[WHAT IS BEING ASKED]
From the entries, return every line where the string "graph" shows up.

[DATA]
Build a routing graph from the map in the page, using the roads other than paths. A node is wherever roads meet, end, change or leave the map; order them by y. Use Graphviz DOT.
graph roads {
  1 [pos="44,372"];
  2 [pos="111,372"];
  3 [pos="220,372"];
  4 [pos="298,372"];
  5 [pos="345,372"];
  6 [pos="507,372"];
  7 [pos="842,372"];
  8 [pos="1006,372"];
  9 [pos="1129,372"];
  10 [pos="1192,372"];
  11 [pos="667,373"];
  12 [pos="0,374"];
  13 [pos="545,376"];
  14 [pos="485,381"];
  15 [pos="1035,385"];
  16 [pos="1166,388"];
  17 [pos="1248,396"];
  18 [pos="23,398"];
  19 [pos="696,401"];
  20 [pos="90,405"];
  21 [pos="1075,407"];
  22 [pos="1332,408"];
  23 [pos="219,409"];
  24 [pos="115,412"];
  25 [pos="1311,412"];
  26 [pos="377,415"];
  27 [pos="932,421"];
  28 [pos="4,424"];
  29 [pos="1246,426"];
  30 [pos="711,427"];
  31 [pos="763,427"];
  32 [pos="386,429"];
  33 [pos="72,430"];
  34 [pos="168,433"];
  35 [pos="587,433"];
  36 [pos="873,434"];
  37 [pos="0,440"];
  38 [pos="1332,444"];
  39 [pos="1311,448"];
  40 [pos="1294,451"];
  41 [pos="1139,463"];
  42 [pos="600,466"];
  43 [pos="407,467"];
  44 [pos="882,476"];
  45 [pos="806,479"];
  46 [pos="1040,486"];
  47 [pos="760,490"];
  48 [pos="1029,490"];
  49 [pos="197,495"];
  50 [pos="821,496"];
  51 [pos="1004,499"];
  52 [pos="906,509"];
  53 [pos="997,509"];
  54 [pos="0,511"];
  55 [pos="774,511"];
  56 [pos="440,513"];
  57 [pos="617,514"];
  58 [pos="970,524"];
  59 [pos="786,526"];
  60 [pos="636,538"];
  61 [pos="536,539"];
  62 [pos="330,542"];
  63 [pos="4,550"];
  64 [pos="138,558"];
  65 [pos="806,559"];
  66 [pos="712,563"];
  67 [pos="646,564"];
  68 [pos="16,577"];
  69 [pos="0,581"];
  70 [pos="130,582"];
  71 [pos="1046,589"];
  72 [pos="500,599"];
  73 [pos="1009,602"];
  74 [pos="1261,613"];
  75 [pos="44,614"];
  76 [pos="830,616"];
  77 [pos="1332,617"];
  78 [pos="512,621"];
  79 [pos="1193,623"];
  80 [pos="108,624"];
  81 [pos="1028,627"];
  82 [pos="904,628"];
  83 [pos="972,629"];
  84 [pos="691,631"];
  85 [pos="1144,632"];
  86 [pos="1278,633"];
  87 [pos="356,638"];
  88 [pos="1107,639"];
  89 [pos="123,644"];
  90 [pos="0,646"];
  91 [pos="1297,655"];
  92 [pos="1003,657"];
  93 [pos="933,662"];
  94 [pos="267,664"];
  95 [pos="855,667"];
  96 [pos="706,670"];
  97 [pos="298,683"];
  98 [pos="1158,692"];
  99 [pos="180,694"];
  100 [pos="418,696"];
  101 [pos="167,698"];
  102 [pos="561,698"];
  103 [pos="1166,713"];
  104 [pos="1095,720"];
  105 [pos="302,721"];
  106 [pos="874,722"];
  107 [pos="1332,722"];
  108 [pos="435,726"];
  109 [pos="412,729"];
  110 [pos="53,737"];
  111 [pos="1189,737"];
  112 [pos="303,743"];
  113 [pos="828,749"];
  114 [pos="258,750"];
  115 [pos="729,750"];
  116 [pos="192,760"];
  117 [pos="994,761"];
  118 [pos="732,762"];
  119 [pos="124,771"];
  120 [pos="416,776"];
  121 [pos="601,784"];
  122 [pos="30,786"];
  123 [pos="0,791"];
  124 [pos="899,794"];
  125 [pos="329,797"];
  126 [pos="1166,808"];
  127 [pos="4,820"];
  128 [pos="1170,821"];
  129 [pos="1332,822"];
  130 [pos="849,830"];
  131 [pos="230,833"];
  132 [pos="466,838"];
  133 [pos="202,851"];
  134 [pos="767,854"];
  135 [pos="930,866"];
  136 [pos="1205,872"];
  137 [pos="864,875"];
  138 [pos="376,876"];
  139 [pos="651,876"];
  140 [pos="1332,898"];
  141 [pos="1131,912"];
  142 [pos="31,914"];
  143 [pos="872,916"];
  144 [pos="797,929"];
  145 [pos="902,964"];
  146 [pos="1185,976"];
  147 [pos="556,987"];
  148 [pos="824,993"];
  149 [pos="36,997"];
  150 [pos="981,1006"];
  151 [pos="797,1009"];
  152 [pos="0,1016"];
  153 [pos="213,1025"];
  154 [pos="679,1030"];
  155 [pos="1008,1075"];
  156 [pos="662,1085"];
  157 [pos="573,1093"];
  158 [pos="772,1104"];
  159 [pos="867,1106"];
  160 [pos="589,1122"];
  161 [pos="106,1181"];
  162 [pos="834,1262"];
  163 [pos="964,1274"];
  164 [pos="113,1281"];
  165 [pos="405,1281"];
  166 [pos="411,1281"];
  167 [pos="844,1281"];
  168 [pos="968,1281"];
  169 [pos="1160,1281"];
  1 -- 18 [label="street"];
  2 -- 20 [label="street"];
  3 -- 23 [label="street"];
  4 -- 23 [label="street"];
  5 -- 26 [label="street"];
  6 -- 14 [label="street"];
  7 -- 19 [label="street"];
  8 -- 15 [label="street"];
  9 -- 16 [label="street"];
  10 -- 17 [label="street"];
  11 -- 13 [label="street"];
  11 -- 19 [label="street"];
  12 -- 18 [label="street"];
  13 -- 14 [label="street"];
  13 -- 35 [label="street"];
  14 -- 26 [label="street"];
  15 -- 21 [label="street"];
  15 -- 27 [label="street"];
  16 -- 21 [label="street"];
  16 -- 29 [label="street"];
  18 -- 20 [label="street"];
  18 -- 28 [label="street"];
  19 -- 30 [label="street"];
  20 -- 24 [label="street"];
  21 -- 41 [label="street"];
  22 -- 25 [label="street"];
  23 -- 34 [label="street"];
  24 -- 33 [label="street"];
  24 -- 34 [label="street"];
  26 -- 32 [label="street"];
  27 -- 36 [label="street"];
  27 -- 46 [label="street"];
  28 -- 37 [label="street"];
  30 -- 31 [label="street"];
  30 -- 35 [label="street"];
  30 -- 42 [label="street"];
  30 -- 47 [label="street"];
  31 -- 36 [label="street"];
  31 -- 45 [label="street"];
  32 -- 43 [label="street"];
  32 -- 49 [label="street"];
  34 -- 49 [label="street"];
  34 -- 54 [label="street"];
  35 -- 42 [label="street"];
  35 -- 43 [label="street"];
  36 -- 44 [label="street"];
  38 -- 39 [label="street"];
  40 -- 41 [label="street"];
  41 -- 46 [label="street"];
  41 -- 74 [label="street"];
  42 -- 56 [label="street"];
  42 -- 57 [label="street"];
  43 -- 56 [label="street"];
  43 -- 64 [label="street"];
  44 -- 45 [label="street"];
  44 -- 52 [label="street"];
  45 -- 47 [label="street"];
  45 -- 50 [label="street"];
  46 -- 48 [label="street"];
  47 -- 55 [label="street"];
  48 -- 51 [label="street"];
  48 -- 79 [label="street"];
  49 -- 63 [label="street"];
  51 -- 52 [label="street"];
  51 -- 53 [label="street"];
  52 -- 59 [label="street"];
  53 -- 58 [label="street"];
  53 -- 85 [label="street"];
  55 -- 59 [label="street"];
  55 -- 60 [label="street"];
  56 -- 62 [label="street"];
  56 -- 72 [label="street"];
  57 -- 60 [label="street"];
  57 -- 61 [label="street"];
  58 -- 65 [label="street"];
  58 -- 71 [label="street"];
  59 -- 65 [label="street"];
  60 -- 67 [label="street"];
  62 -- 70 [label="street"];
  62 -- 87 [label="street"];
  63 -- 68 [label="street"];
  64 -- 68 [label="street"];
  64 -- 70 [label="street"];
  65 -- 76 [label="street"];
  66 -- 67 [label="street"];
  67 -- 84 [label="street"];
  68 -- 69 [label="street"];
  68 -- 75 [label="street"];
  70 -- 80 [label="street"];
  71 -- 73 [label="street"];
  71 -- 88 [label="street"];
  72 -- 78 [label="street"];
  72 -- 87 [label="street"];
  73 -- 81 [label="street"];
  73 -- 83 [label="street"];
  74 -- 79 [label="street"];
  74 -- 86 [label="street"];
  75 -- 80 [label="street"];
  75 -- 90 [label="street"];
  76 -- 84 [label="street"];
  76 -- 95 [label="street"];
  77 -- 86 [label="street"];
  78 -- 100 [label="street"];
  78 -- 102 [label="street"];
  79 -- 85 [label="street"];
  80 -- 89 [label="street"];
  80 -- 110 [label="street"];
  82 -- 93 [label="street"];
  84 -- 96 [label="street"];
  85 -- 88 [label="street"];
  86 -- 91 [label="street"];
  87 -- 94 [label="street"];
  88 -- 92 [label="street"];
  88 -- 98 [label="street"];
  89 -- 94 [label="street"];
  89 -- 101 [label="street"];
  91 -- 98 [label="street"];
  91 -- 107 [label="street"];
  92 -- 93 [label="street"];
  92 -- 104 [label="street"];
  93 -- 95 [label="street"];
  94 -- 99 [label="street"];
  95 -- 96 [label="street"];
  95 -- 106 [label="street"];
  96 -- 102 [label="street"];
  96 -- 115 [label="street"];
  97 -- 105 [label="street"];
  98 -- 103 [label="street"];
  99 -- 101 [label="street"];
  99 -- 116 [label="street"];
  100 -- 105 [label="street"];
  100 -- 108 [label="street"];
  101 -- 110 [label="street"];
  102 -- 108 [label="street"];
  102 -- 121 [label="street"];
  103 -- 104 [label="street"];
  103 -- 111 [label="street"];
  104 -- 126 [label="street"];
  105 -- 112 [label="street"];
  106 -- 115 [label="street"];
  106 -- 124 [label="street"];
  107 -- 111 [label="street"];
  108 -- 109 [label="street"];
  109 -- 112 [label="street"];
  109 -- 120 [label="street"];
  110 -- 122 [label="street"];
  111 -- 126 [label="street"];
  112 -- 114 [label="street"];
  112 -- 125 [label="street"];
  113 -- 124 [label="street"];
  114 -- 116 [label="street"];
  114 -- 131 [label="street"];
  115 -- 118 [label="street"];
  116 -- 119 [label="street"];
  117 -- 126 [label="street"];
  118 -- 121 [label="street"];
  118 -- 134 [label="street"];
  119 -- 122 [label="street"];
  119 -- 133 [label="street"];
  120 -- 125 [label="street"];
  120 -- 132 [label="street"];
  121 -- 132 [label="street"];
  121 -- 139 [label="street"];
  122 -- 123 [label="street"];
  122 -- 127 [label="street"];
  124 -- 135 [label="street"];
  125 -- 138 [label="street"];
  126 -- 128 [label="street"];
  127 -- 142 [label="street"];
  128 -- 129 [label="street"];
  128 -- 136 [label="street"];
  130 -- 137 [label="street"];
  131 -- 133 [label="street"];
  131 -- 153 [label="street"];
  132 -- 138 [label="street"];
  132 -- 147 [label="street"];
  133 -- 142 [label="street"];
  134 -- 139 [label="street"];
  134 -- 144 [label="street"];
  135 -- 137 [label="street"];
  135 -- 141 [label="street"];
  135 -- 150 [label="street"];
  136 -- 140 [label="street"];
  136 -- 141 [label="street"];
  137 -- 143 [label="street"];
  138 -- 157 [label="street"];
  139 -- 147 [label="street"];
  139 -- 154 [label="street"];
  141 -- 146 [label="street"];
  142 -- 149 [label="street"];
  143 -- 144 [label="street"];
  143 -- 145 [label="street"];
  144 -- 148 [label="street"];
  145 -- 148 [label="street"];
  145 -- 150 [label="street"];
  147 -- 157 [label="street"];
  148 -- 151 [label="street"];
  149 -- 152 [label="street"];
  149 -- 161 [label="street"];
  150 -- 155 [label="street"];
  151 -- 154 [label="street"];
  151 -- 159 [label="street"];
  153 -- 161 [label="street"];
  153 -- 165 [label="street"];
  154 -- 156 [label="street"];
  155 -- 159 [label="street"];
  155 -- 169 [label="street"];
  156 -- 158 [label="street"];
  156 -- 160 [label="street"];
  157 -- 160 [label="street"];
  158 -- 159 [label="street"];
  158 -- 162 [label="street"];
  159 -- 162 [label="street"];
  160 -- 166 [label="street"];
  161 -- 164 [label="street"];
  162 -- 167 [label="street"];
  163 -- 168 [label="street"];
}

[ANSWER FOR THIS EXERCISE]
Build a routing graph from the map in the page, using the roads other than paths. A node is wherever roads meet, end, change or leave the map; order them by y. Use Graphviz DOT.
graph roads {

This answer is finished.